以前は、ML2/OVN デプロイメントに VLAN tenant ネットワークと DVR があった場合は、Networking サービスはトラフィックを一元的にルーティングしていました。現在、DVR が有効化されているため、VLAN ネットワークにルーティングされたトラフィックは、ポートをホストしているノードに直接送信されます。

BZ#2123646
ホストを Red Hat Enterprise Linux (RHEL) 7.9 から RHEL 8.4 にアップグレードした後、BaseTripeloPackages 変数を使用して、環境にインストールする追加パッケージを指定できます。この機能を使用すると、デプロイメントに必要な基本パッケージを特定のロールでカスタマイズできます。詳細は、Leapp アップグレード後の基本パッケージのカスタマイズ を参照してください。

3.3.4. リリースノート

本項では、Red Hat OpenStack Platform の注目すべき変更点や推奨プラクティスなど、今回のリリースに関する重要な情報を記載しています。お使いのデプロイメントに最大限の効果をもたらすために、以下の情報を考慮する必要があります。

BZ#1992655

以前のリリースでは、管理者はカスタム環境ファイルの CollectdExtraPlugins パラメーターに ceph プラグインを追加する必要がありました。

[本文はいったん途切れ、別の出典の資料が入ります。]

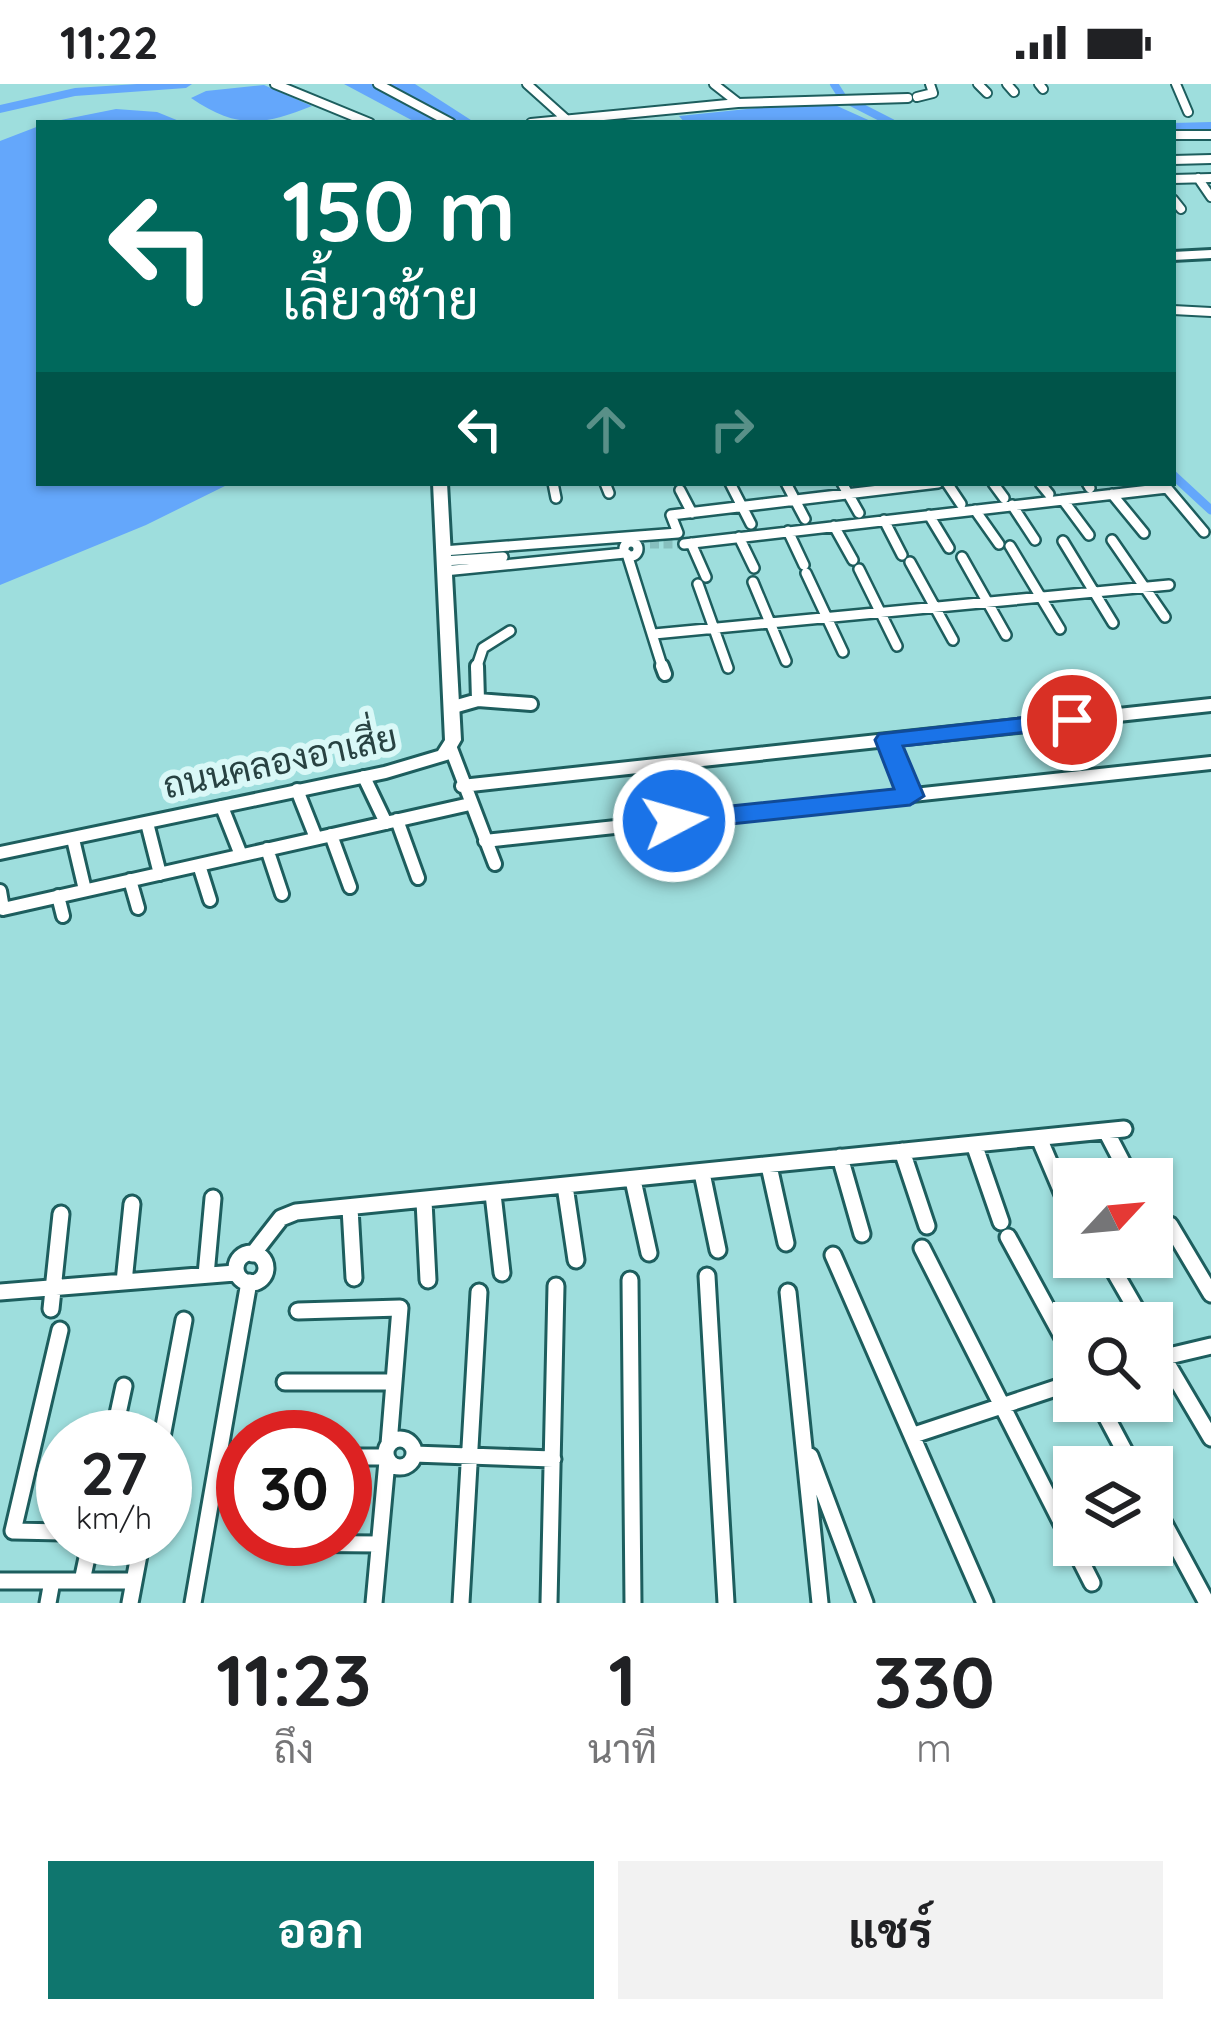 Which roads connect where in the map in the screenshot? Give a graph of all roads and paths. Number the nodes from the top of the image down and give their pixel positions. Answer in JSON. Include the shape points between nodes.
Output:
{"nodes":[{"id":1,"x":291,"y":84,"type":"edge"},
{"id":2,"x":378,"y":84,"type":"edge"},
{"id":3,"x":527,"y":84,"type":"edge"},
{"id":4,"x":714,"y":84,"type":"edge"},
{"id":5,"x":855,"y":84,"type":"edge"},
{"id":6,"x":927,"y":84,"type":"edge"},
{"id":7,"x":978,"y":84,"type":"edge"},
{"id":8,"x":1176,"y":84,"type":"edge"},
{"id":9,"x":277,"y":86,"type":"edge"},
{"id":10,"x":987,"y":93,"type":"dead end"},
{"id":11,"x":860,"y":94,"type":"junction"},
{"id":12,"x":903,"y":94,"type":"edge"},
{"id":13,"x":738,"y":103,"type":"junction"},
{"id":14,"x":1188,"y":112,"type":"dead end"},
{"id":15,"x":566,"y":119,"type":"junction"},
{"id":16,"x":362,"y":120,"type":"edge"},
{"id":17,"x":445,"y":120,"type":"edge"},
{"id":18,"x":557,"y":120,"type":"edge"},
{"id":19,"x":1176,"y":135,"type":"edge"},
{"id":20,"x":1200,"y":135,"type":"junction"},
{"id":21,"x":1211,"y":135,"type":"edge"},
{"id":22,"x":1211,"y":150,"type":"edge"},
{"id":23,"x":1177,"y":160,"type":"edge"},
{"id":24,"x":1211,"y":160,"type":"edge"},
{"id":25,"x":1198,"y":178,"type":"junction"},
{"id":26,"x":1211,"y":178,"type":"edge"},
{"id":27,"x":1176,"y":179,"type":"edge"},
{"id":28,"x":1211,"y":197,"type":"edge"},
{"id":29,"x":1211,"y":254,"type":"edge"},
{"id":30,"x":1176,"y":256,"type":"edge"},
{"id":31,"x":1176,"y":310,"type":"edge"},
{"id":32,"x":1211,"y":312,"type":"edge"},
{"id":33,"x":440,"y":486,"type":"edge"},
{"id":34,"x":554,"y":486,"type":"edge"},
{"id":35,"x":732,"y":486,"type":"edge"},
{"id":36,"x":788,"y":486,"type":"edge"},
{"id":37,"x":879,"y":486,"type":"edge"},
{"id":38,"x":897,"y":486,"type":"edge"},
{"id":39,"x":946,"y":486,"type":"edge"},
{"id":40,"x":995,"y":486,"type":"edge"},
{"id":41,"x":1042,"y":486,"type":"edge"},
{"id":42,"x":845,"y":488,"type":"edge"},
{"id":43,"x":680,"y":490,"type":"dead end"},
{"id":44,"x":1049,"y":494,"type":"dead end"},
{"id":45,"x":1112,"y":494,"type":"junction"},
{"id":46,"x":556,"y":498,"type":"dead end"},
{"id":47,"x":795,"y":500,"type":"junction"},
{"id":48,"x":1063,"y":500,"type":"junction"},
{"id":49,"x":1008,"y":502,"type":"junction"},
{"id":50,"x":961,"y":504,"type":"dead end"},
{"id":51,"x":742,"y":507,"type":"junction"},
{"id":52,"x":910,"y":510,"type":"dead end"},
{"id":53,"x":975,"y":510,"type":"junction"},
{"id":54,"x":692,"y":513,"type":"junction"},
{"id":55,"x":859,"y":514,"type":"dead end"},
{"id":56,"x":929,"y":515,"type":"junction"},
{"id":57,"x":806,"y":519,"type":"dead end"},
{"id":58,"x":884,"y":520,"type":"junction"},
{"id":59,"x":752,"y":524,"type":"dead end"},
{"id":60,"x":834,"y":526,"type":"junction"},
{"id":61,"x":788,"y":532,"type":"junction"},
{"id":62,"x":1144,"y":532,"type":"dead end"},
{"id":63,"x":1204,"y":532,"type":"dead end"},
{"id":64,"x":1089,"y":535,"type":"dead end"},
{"id":65,"x":739,"y":537,"type":"junction"},
{"id":66,"x":1112,"y":539,"type":"dead end"},
{"id":67,"x":1035,"y":540,"type":"dead end"},
{"id":68,"x":1063,"y":541,"type":"dead end"},
{"id":69,"x":949,"y":548,"type":"dead end"},
{"id":70,"x":962,"y":557,"type":"dead end"},
{"id":71,"x":444,"y":561,"type":"junction"},
{"id":72,"x":1169,"y":585,"type":"dead end"},
{"id":73,"x":1145,"y":587,"type":"junction"},
{"id":74,"x":1094,"y":592,"type":"junction"},
{"id":75,"x":1042,"y":597,"type":"junction"},
{"id":76,"x":988,"y":602,"type":"junction"},
{"id":77,"x":935,"y":607,"type":"junction"},
{"id":78,"x":882,"y":612,"type":"junction"},
{"id":79,"x":1165,"y":617,"type":"dead end"},
{"id":80,"x":828,"y":618,"type":"junction"},
{"id":81,"x":772,"y":623,"type":"junction"},
{"id":82,"x":1113,"y":623,"type":"dead end"},
{"id":83,"x":716,"y":628,"type":"junction"},
{"id":84,"x":1060,"y":629,"type":"dead end"},
{"id":85,"x":510,"y":631,"type":"dead end"},
{"id":86,"x":654,"y":634,"type":"junction"},
{"id":87,"x":1006,"y":635,"type":"dead end"},
{"id":88,"x":953,"y":640,"type":"dead end"},
{"id":89,"x":897,"y":646,"type":"dead end"},
{"id":90,"x":842,"y":652,"type":"dead end"},
{"id":91,"x":786,"y":661,"type":"dead end"},
{"id":92,"x":728,"y":668,"type":"dead end"},
{"id":93,"x":665,"y":674,"type":"dead end"},
{"id":94,"x":478,"y":700,"type":"junction"},
{"id":95,"x":532,"y":704,"type":"dead end"},
{"id":96,"x":1211,"y":705,"type":"edge"},
{"id":97,"x":450,"y":708,"type":"junction"},
{"id":98,"x":888,"y":740,"type":"junction"},
{"id":99,"x":444,"y":752,"type":"junction"},
{"id":100,"x":1211,"y":763,"type":"edge"},
{"id":101,"x":364,"y":777,"type":"junction"},
{"id":102,"x":459,"y":780,"type":"junction"},
{"id":103,"x":297,"y":790,"type":"junction"},
{"id":104,"x":910,"y":796,"type":"junction"},
{"id":105,"x":470,"y":804,"type":"junction"},
{"id":106,"x":222,"y":806,"type":"junction"},
{"id":107,"x":392,"y":822,"type":"junction"},
{"id":108,"x":147,"y":823,"type":"junction"},
{"id":109,"x":331,"y":835,"type":"junction"},
{"id":110,"x":316,"y":838,"type":"junction"},
{"id":111,"x":73,"y":839,"type":"junction"},
{"id":112,"x":485,"y":841,"type":"junction"},
{"id":113,"x":267,"y":849,"type":"junction"},
{"id":114,"x":0,"y":853,"type":"edge"},
{"id":115,"x":241,"y":855,"type":"junction"},
{"id":116,"x":495,"y":864,"type":"dead end"},
{"id":117,"x":199,"y":865,"type":"junction"},
{"id":118,"x":160,"y":874,"type":"junction"},
{"id":119,"x":418,"y":878,"type":"dead end"},
{"id":120,"x":130,"y":880,"type":"junction"},
{"id":121,"x":350,"y":887,"type":"dead end"},
{"id":122,"x":85,"y":890,"type":"junction"},
{"id":123,"x":0,"y":891,"type":"edge"},
{"id":124,"x":282,"y":895,"type":"dead end"},
{"id":125,"x":58,"y":896,"type":"junction"},
{"id":126,"x":210,"y":900,"type":"dead end"},
{"id":127,"x":138,"y":908,"type":"dead end"},
{"id":128,"x":63,"y":916,"type":"dead end"},
{"id":129,"x":1124,"y":1130,"type":"dead end"},
{"id":130,"x":1106,"y":1131,"type":"junction"},
{"id":131,"x":1039,"y":1138,"type":"junction"},
{"id":132,"x":974,"y":1144,"type":"junction"},
{"id":133,"x":902,"y":1151,"type":"junction"},
{"id":134,"x":840,"y":1157,"type":"junction"},
{"id":135,"x":1120,"y":1158,"type":"edge"},
{"id":136,"x":769,"y":1166,"type":"junction"},
{"id":137,"x":1053,"y":1171,"type":"edge"},
{"id":138,"x":702,"y":1172,"type":"junction"},
{"id":139,"x":633,"y":1180,"type":"junction"},
{"id":140,"x":565,"y":1186,"type":"junction"},
{"id":141,"x":493,"y":1194,"type":"junction"},
{"id":142,"x":213,"y":1198,"type":"dead end"},
{"id":143,"x":424,"y":1201,"type":"junction"},
{"id":144,"x":132,"y":1204,"type":"dead end"},
{"id":145,"x":350,"y":1208,"type":"junction"},
{"id":146,"x":61,"y":1214,"type":"dead end"},
{"id":147,"x":927,"y":1226,"type":"dead end"},
{"id":148,"x":1173,"y":1230,"type":"edge"},
{"id":149,"x":862,"y":1234,"type":"dead end"},
{"id":150,"x":786,"y":1243,"type":"dead end"},
{"id":151,"x":922,"y":1247,"type":"dead end"},
{"id":152,"x":718,"y":1250,"type":"dead end"},
{"id":153,"x":650,"y":1253,"type":"dead end"},
{"id":154,"x":833,"y":1255,"type":"dead end"},
{"id":155,"x":576,"y":1259,"type":"dead end"},
{"id":156,"x":502,"y":1273,"type":"dead end"},
{"id":157,"x":206,"y":1275,"type":"junction"},
{"id":158,"x":707,"y":1276,"type":"dead end"},
{"id":159,"x":243,"y":1277,"type":"junction"},
{"id":160,"x":354,"y":1278,"type":"dead end"},
{"id":161,"x":428,"y":1280,"type":"dead end"},
{"id":162,"x":630,"y":1280,"type":"dead end"},
{"id":163,"x":124,"y":1282,"type":"junction"},
{"id":164,"x":556,"y":1286,"type":"dead end"},
{"id":165,"x":53,"y":1288,"type":"junction"},
{"id":166,"x":0,"y":1292,"type":"edge"},
{"id":167,"x":479,"y":1292,"type":"dead end"},
{"id":168,"x":788,"y":1292,"type":"dead end"},
{"id":169,"x":1211,"y":1294,"type":"edge"},
{"id":170,"x":51,"y":1309,"type":"dead end"},
{"id":171,"x":298,"y":1311,"type":"dead end"},
{"id":172,"x":184,"y":1320,"type":"dead end"},
{"id":173,"x":1053,"y":1320,"type":"edge"},
{"id":174,"x":60,"y":1330,"type":"dead end"},
{"id":175,"x":1211,"y":1346,"type":"edge"},
{"id":176,"x":1173,"y":1355,"type":"edge"},
{"id":177,"x":1173,"y":1381,"type":"edge"},
{"id":178,"x":285,"y":1382,"type":"dead end"},
{"id":179,"x":393,"y":1382,"type":"junction"},
{"id":180,"x":124,"y":1386,"type":"dead end"},
{"id":181,"x":1053,"y":1389,"type":"edge"},
{"id":182,"x":1002,"y":1405,"type":"junction"},
{"id":183,"x":42,"y":1410,"type":"edge"},
{"id":184,"x":119,"y":1410,"type":"edge"},
{"id":185,"x":167,"y":1410,"type":"edge"},
{"id":186,"x":36,"y":1435,"type":"edge"},
{"id":187,"x":914,"y":1435,"type":"junction"},
{"id":188,"x":803,"y":1438,"type":"junction"},
{"id":189,"x":1211,"y":1438,"type":"edge"},
{"id":190,"x":387,"y":1454,"type":"junction"},
{"id":191,"x":372,"y":1455,"type":"edge"},
{"id":192,"x":467,"y":1456,"type":"junction"},
{"id":193,"x":553,"y":1459,"type":"junction"},
{"id":194,"x":36,"y":1531,"type":"edge"},
{"id":195,"x":1173,"y":1540,"type":"edge"},
{"id":196,"x":372,"y":1544,"type":"edge"},
{"id":197,"x":379,"y":1544,"type":"junction"},
{"id":198,"x":85,"y":1566,"type":"edge"},
{"id":199,"x":137,"y":1566,"type":"edge"},
{"id":200,"x":0,"y":1581,"type":"edge"},
{"id":201,"x":52,"y":1581,"type":"junction"},
{"id":202,"x":82,"y":1581,"type":"junction"},
{"id":203,"x":134,"y":1581,"type":"junction"},
{"id":204,"x":1092,"y":1583,"type":"dead end"},
{"id":205,"x":47,"y":1603,"type":"edge"},
{"id":206,"x":130,"y":1603,"type":"edge"},
{"id":207,"x":193,"y":1603,"type":"edge"},
{"id":208,"x":374,"y":1603,"type":"edge"},
{"id":209,"x":461,"y":1603,"type":"edge"},
{"id":210,"x":549,"y":1603,"type":"edge"},
{"id":211,"x":633,"y":1603,"type":"edge"},
{"id":212,"x":726,"y":1603,"type":"edge"},
{"id":213,"x":820,"y":1603,"type":"edge"},
{"id":214,"x":865,"y":1603,"type":"edge"},
{"id":215,"x":985,"y":1603,"type":"edge"},
{"id":216,"x":1207,"y":1603,"type":"edge"}],
"edges":[{"from":1,"to":9,"type":"street"},
{"from":2,"to":17,"type":"street"},
{"from":3,"to":15,"type":"street"},
{"from":4,"to":13,"type":"street"},
{"from":5,"to":11,"type":"street"},
{"from":6,"to":12,"type":"street","via":[[933,93]]},
{"from":7,"to":10,"type":"street"},
{"from":8,"to":14,"type":"street"},
{"from":9,"to":16,"type":"street"},
{"from":11,"to":12,"type":"street"},
{"from":11,"to":13,"type":"street"},
{"from":13,"to":15,"type":"street"},
{"from":15,"to":18,"type":"street"},
{"from":19,"to":20,"type":"street"},
{"from":20,"to":21,"type":"street"},
{"from":20,"to":22,"type":"street"},
{"from":23,"to":24,"type":"street"},
{"from":25,"to":26,"type":"street"},
{"from":25,"to":27,"type":"street"},
{"from":25,"to":28,"type":"street"},
{"from":29,"to":30,"type":"street"},
{"from":31,"to":32,"type":"street"},
{"from":33,"to":71,"type":"street","name":"ถนนคลองอาเสี่ย"},
{"from":34,"to":46,"type":"street"},
{"from":35,"to":51,"type":"street"},
{"from":36,"to":47,"type":"street"},
{"from":37,"to":42,"type":"street"},
{"from":38,"to":52,"type":"street"},
{"from":39,"to":50,"type":"street"},
{"from":40,"to":49,"type":"street"},
{"from":41,"to":44,"type":"street"},
{"from":42,"to":47,"type":"street"},
{"from":42,"to":55,"type":"street"},
{"from":43,"to":54,"type":"street"},
{"from":45,"to":48,"type":"street"},
{"from":45,"to":62,"type":"street"},
{"from":45,"to":63,"type":"street","via":[[1167,488]]},
{"from":47,"to":51,"type":"street"},
{"from":47,"to":57,"type":"street"},
{"from":48,"to":49,"type":"street"},
{"from":48,"to":64,"type":"street"},
{"from":49,"to":53,"type":"street"},
{"from":49,"to":67,"type":"street"},
{"from":51,"to":54,"type":"street"},
{"from":51,"to":59,"type":"street"},
{"from":53,"to":56,"type":"street"},
{"from":53,"to":75,"type":"street"},
{"from":54,"to":71,"type":"street","via":[[671,515],[678,533]]},
{"from":56,"to":58,"type":"street"},
{"from":56,"to":69,"type":"street"},
{"from":58,"to":60,"type":"street"},
{"from":58,"to":77,"type":"street"},
{"from":60,"to":61,"type":"street"},
{"from":60,"to":78,"type":"street"},
{"from":61,"to":65,"type":"street"},
{"from":61,"to":80,"type":"street"},
{"from":65,"to":81,"type":"street"},
{"from":65,"to":83,"type":"street","via":[[688,543]]},
{"from":66,"to":73,"type":"street"},
{"from":68,"to":74,"type":"street"},
{"from":70,"to":76,"type":"street"},
{"from":71,"to":86,"type":"street","via":[[636,550]]},
{"from":71,"to":97,"type":"street","name":"ถนนคลองอาเสี่ย"},
{"from":72,"to":73,"type":"street"},
{"from":73,"to":74,"type":"street"},
{"from":73,"to":79,"type":"street"},
{"from":74,"to":75,"type":"street"},
{"from":74,"to":82,"type":"street"},
{"from":75,"to":76,"type":"street"},
{"from":75,"to":84,"type":"street"},
{"from":76,"to":77,"type":"street"},
{"from":76,"to":87,"type":"street"},
{"from":77,"to":78,"type":"street"},
{"from":77,"to":88,"type":"street"},
{"from":78,"to":80,"type":"street"},
{"from":78,"to":89,"type":"street"},
{"from":80,"to":81,"type":"street"},
{"from":80,"to":90,"type":"street"},
{"from":81,"to":83,"type":"street"},
{"from":81,"to":91,"type":"street"},
{"from":83,"to":86,"type":"street"},
{"from":83,"to":92,"type":"street"},
{"from":85,"to":94,"type":"street","via":[[482,644]]},
{"from":86,"to":93,"type":"street"},
{"from":94,"to":95,"type":"street"},
{"from":94,"to":97,"type":"street"},
{"from":96,"to":98,"type":"street"},
{"from":97,"to":99,"type":"street","name":"ถนนคลองอาเสี่ย"},
{"from":98,"to":102,"type":"street"},
{"from":98,"to":104,"type":"street"},
{"from":99,"to":101,"type":"street","name":"ถนนคลองอาเสี่ย"},
{"from":99,"to":102,"type":"street"},
{"from":100,"to":104,"type":"street"},
{"from":101,"to":103,"type":"street","name":"ถนนคลองอาเสี่ย"},
{"from":101,"to":107,"type":"street"},
{"from":102,"to":105,"type":"street"},
{"from":103,"to":106,"type":"street","name":"ถนนคลองอาเสี่ย"},
{"from":103,"to":110,"type":"street"},
{"from":104,"to":112,"type":"street"},
{"from":105,"to":107,"type":"street"},
{"from":105,"to":112,"type":"street"},
{"from":106,"to":108,"type":"street","name":"ถนนคลองอาเสี่ย"},
{"from":106,"to":115,"type":"street"},
{"from":107,"to":109,"type":"street"},
{"from":107,"to":119,"type":"street"},
{"from":108,"to":111,"type":"street","name":"ถนนคลองอาเสี่ย"},
{"from":108,"to":118,"type":"street"},
{"from":109,"to":110,"type":"street"},
{"from":109,"to":121,"type":"street"},
{"from":110,"to":113,"type":"street"},
{"from":111,"to":114,"type":"street","name":"ถนนคลองอาเสี่ย"},
{"from":111,"to":122,"type":"street"},
{"from":112,"to":116,"type":"street"},
{"from":113,"to":115,"type":"street"},
{"from":113,"to":124,"type":"street"},
{"from":115,"to":117,"type":"street"},
{"from":117,"to":118,"type":"street"},
{"from":117,"to":126,"type":"street"},
{"from":118,"to":120,"type":"street"},
{"from":120,"to":122,"type":"street"},
{"from":120,"to":127,"type":"street"},
{"from":122,"to":125,"type":"street"},
{"from":123,"to":125,"type":"street","via":[[3,909]]},
{"from":125,"to":128,"type":"street"},
{"from":129,"to":130,"type":"street"},
{"from":130,"to":131,"type":"street"},
{"from":130,"to":135,"type":"street"},
{"from":131,"to":132,"type":"street"},
{"from":131,"to":137,"type":"street"},
{"from":132,"to":133,"type":"street"},
{"from":132,"to":173,"type":"street","via":[[1004,1230]]},
{"from":133,"to":134,"type":"street"},
{"from":133,"to":147,"type":"street"},
{"from":134,"to":136,"type":"street"},
{"from":134,"to":149,"type":"street"},
{"from":136,"to":138,"type":"street"},
{"from":136,"to":150,"type":"street"},
{"from":138,"to":139,"type":"street"},
{"from":138,"to":152,"type":"street"},
{"from":139,"to":140,"type":"street"},
{"from":139,"to":153,"type":"street"},
{"from":140,"to":141,"type":"street"},
{"from":140,"to":155,"type":"street"},
{"from":141,"to":143,"type":"street"},
{"from":141,"to":156,"type":"street"},
{"from":142,"to":157,"type":"street"},
{"from":143,"to":145,"type":"street"},
{"from":143,"to":161,"type":"street"},
{"from":144,"to":163,"type":"street"},
{"from":145,"to":159,"type":"street","via":[[281,1218],[238,1261]]},
{"from":145,"to":160,"type":"street"},
{"from":146,"to":165,"type":"street"},
{"from":148,"to":169,"type":"street"},
{"from":151,"to":182,"type":"street"},
{"from":154,"to":187,"type":"street"},
{"from":157,"to":159,"type":"street"},
{"from":157,"to":163,"type":"street"},
{"from":158,"to":212,"type":"street"},
{"from":159,"to":207,"type":"street"},
{"from":162,"to":211,"type":"street"},
{"from":163,"to":165,"type":"street"},
{"from":164,"to":193,"type":"street"},
{"from":165,"to":166,"type":"street"},
{"from":165,"to":170,"type":"street"},
{"from":167,"to":192,"type":"street"},
{"from":168,"to":188,"type":"street"},
{"from":171,"to":179,"type":"street","via":[[400,1308]]},
{"from":172,"to":185,"type":"street"},
{"from":174,"to":183,"type":"street"},
{"from":175,"to":176,"type":"street"},
{"from":177,"to":189,"type":"street"},
{"from":178,"to":179,"type":"street"},
{"from":179,"to":190,"type":"street"},
{"from":180,"to":184,"type":"street"},
{"from":181,"to":182,"type":"street"},
{"from":182,"to":187,"type":"street"},
{"from":182,"to":204,"type":"street"},
{"from":186,"to":194,"type":"street","via":[[14,1531]]},
{"from":187,"to":215,"type":"street"},
{"from":188,"to":213,"type":"street"},
{"from":188,"to":214,"type":"street"},
{"from":190,"to":191,"type":"street"},
{"from":190,"to":192,"type":"street","via":[[400,1466],[414,1454]]},
{"from":190,"to":197,"type":"street"},
{"from":192,"to":193,"type":"street"},
{"from":192,"to":209,"type":"street"},
{"from":193,"to":210,"type":"street"},
{"from":195,"to":216,"type":"street"},
{"from":196,"to":197,"type":"street"},
{"from":197,"to":208,"type":"street"},
{"from":198,"to":202,"type":"street"},
{"from":199,"to":203,"type":"street"},
{"from":200,"to":201,"type":"street"},
{"from":201,"to":202,"type":"street"},
{"from":201,"to":205,"type":"street"},
{"from":202,"to":203,"type":"street"},
{"from":203,"to":206,"type":"street"}]}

今回のリリースにより、ceph プラグインが Ceph Storage ノードで自動的に読み込まれるようになりました。したがって、Red Hat OpenStack Platform 13 から 16.2 にアップグレードする前に、カスタム環境ファイルの CollectdExtraPlugins パラメーターから ceph プラグインを削除する必要があります。

BZ#2022940
Dell EMC PowerMax ストレージシステムで共有ファイルシステムサービス (マニラ) を設定するための Director サポートが追加されました。

3.3.5. 既知の問題

現時点における Red Hat OpenStack Platform の既知の問題は以下のとおりです。

BZ#2097444

現在、ユーザーがネットワークポリシーを削除すると、OVS の最小帯域幅の値がポートからクリアされないという既知の問題があります。回避策は、キューレジスターを OVS データベースから手動で削除することです。

$ ovs-vsctl destroy Queue <queue_uuid>

Neutron ポート ID を含む Queue external_ids:port リファレンスを探すことで、キューレジスターを見つけることができます。

BZ#2134557

metrics_qdr サービスに 62 文字を超える ID 値を設定すると、フレームエラーが発生する可能性があります。エラーメッセージの例は failed: amqp:connection:framing-error connection aborted です。metrics_qdr サービスが不安定な場合、Service Telemetry Framework (STF) にテレメトリーデータが送られません。

回避策: metrics_qdr の ID 値を 62 文字より長く設定しないでください。ルーター ID のデフォルト値は Router.<fqdn> で、<fqdn> はノードの完全修飾ドメイン名です。

3.3.6. 削除された機能

BZ#2101944
この更新で、collectd プロセスプラグインがプラグインのデフォルトリストから削除されました。プラグインをロードすると、フラッディングの問題が発生する可能性があり、コンテナー化された環境で実行する場合は価値がありません。これは、予期されるシステムプロセスではなく、collectd および sensubility プロセスのみが表示されるからです。